Thanks for the suggestion, she can't, cos she is a PR, and she is the only family in Sg, so she unable to buy a flat, unless she buy a condo, which is a bigger risk which I dun want to encourage her. Cos last time before me and hubby got marry, she bought a 4 rm flat with hubby (actually the flat is hers, but only includes my hubby name). After she was retrenched, my hubby has to take over the payment. So I rather not encourage her to take up bigger risk cos in case, we have to be the one absorbing it if anything happen.
For me I will do the following:
Will ask the supposed "new additions" to rent a room nearby so can mutually take care.


Every family and household have their own "hard-to-read bible". As an outsider, having little informatio, you can only used our suggestions as a guide.

Take care.
 
I noe, thanks ....... I just hope to get "reading eyes" :), cos "got bitter cannot say very cham"
Don't mention it.
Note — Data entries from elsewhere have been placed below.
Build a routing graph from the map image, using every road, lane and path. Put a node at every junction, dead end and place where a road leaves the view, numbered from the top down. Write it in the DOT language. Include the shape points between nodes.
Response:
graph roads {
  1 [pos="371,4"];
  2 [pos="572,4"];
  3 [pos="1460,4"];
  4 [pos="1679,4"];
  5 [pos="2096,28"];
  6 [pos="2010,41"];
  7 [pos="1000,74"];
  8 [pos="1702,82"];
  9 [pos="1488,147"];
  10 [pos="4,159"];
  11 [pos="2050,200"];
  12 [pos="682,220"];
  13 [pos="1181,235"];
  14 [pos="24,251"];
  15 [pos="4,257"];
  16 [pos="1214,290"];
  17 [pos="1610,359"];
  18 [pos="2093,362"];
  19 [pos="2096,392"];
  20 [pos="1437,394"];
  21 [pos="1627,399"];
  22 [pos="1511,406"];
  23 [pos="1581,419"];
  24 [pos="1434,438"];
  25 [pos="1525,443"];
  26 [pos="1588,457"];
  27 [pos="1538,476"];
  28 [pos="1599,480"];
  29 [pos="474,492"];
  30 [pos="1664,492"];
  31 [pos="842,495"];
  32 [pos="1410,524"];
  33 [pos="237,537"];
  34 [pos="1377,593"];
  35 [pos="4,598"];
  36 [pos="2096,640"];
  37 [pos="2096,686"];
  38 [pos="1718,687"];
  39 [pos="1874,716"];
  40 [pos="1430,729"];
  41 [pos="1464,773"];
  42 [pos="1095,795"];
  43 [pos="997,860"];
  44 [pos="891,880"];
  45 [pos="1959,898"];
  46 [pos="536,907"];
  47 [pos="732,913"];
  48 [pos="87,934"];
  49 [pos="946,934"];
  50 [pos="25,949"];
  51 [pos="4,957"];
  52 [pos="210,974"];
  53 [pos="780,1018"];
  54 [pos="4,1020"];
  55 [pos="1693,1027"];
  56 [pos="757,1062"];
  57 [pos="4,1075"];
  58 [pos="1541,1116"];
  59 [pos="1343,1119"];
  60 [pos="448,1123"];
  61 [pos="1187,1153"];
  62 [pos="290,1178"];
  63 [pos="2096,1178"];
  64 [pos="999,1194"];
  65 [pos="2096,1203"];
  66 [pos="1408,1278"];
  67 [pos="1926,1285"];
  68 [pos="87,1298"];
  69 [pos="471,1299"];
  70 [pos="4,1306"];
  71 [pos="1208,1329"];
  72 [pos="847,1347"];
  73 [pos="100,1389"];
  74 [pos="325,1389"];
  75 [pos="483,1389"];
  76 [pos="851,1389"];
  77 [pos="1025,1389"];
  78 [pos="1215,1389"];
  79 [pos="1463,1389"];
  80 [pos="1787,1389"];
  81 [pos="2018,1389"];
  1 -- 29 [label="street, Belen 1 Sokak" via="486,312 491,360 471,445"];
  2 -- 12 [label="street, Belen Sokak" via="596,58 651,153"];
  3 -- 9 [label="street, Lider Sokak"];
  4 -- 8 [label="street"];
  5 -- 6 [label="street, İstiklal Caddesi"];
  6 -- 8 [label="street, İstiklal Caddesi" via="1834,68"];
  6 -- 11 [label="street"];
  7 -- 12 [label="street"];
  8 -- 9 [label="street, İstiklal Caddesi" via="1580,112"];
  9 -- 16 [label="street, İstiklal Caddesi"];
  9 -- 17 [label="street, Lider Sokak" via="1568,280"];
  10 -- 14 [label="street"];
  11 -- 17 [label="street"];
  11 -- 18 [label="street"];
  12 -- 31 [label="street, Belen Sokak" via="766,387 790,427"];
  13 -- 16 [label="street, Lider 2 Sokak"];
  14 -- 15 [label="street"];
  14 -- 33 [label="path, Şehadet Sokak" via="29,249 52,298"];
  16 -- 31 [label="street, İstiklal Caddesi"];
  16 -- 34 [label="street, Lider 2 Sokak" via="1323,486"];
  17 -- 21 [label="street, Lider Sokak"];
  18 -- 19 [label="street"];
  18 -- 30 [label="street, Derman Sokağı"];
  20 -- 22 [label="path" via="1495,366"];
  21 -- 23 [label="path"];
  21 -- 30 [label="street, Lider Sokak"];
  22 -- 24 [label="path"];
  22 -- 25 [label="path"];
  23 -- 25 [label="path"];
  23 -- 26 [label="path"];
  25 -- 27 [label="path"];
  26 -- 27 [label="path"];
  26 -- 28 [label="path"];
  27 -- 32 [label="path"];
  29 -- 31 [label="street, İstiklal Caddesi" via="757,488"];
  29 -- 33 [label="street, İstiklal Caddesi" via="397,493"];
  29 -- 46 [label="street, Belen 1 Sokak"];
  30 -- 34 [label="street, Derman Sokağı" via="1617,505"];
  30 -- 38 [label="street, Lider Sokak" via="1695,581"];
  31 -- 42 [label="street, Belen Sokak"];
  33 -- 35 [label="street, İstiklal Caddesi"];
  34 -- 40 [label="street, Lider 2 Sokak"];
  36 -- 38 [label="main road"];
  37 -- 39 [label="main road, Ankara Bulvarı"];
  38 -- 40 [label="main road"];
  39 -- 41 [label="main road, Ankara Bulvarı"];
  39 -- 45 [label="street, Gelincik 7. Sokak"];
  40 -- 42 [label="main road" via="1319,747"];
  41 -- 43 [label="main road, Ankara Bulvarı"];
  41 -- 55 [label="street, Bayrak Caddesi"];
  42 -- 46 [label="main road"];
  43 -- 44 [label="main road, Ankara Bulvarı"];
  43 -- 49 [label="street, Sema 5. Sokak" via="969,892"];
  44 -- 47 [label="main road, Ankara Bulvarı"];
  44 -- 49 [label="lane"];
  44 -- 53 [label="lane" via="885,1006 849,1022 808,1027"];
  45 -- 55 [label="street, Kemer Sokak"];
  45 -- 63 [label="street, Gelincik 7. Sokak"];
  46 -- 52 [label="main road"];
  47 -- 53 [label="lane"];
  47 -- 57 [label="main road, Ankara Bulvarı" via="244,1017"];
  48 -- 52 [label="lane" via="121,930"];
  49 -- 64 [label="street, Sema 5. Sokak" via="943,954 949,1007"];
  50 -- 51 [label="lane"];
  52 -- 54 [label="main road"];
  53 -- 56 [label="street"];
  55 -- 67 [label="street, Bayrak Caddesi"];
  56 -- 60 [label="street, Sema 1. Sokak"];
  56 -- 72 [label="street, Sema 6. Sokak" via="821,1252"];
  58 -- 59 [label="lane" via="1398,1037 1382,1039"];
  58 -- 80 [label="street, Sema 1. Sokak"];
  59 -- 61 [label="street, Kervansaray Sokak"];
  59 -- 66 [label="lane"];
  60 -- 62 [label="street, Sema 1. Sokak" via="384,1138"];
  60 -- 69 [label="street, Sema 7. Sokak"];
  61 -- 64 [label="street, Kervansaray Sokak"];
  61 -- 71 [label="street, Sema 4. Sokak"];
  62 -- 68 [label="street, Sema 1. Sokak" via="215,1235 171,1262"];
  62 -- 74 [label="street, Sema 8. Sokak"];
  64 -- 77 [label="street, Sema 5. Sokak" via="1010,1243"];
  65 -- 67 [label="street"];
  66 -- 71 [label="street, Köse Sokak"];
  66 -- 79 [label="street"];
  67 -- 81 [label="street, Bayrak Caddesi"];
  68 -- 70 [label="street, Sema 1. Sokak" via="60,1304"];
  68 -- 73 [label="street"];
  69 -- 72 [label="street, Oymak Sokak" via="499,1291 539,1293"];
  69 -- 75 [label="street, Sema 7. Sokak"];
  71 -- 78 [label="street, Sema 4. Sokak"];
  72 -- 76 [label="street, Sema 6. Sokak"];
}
I think alot of the mummies here (btw, i am not a mummy) have compassionate eyes for you.
Just write in here your woes and issues and I believe alot of us are your "listener"...
Just tune to mummysg Station 1973 ... :)
 

MsKoh1973

Member
Your sister is a hawker and have 2 kids, and yet able to fork out $200 each month. To the xiao gu, it may be a little, but to your sister is a significant sum. And at least she tries to help out.
Xiao Gu buay zhi tong 1 lah, my husband said, we shouldn't take her money, but if I INSIST, he can go ask for it. But last few times, every time she gv money, sure got something happen, like as if I owe her, she like become king of the house. And the amount she gv is like $200, I dun want to loss my pride and dignity becos of that little money.
 

coolmom

Member
Xiao Gu buay zhi tong 1 , my husband said, we shouldn't take her money, but if I INSIST, he can go ask for it. But last few times, every time she gv money, sure got something happen, like as if I owe her, she like become king of the house. And the amount she gv is like $200, I dont want to loss my pride and dignity becos of that little money.
I think I will be like you. Forget the small amount of $$, I rather scrimp and save than to see others' faces. :mad:
 

MsKoh1973

Member
I think I will be like you. Forget the small amount of $$, I rather scrimp and save than to see others' faces. :mad:
Agreed, thats why I told my husband, how can pp expect give me $200 can "wu lu" me, unless she pay me the past 6 yrs she owed me = 12 M X 6 yrs X $200 = $14, 400, then I can consider to be "wu lu" by her.
 

electricflux

New Member
now the pro is longer fair or not. tell him now the pro is, your are staying in a 5rm flat, not a landed property like bungalow with plenty of bedrooms. yes, his relatives can just sleep in the living room since they claim that they only need a place to sleep, then how about privacy? they dont need privacy, but you need.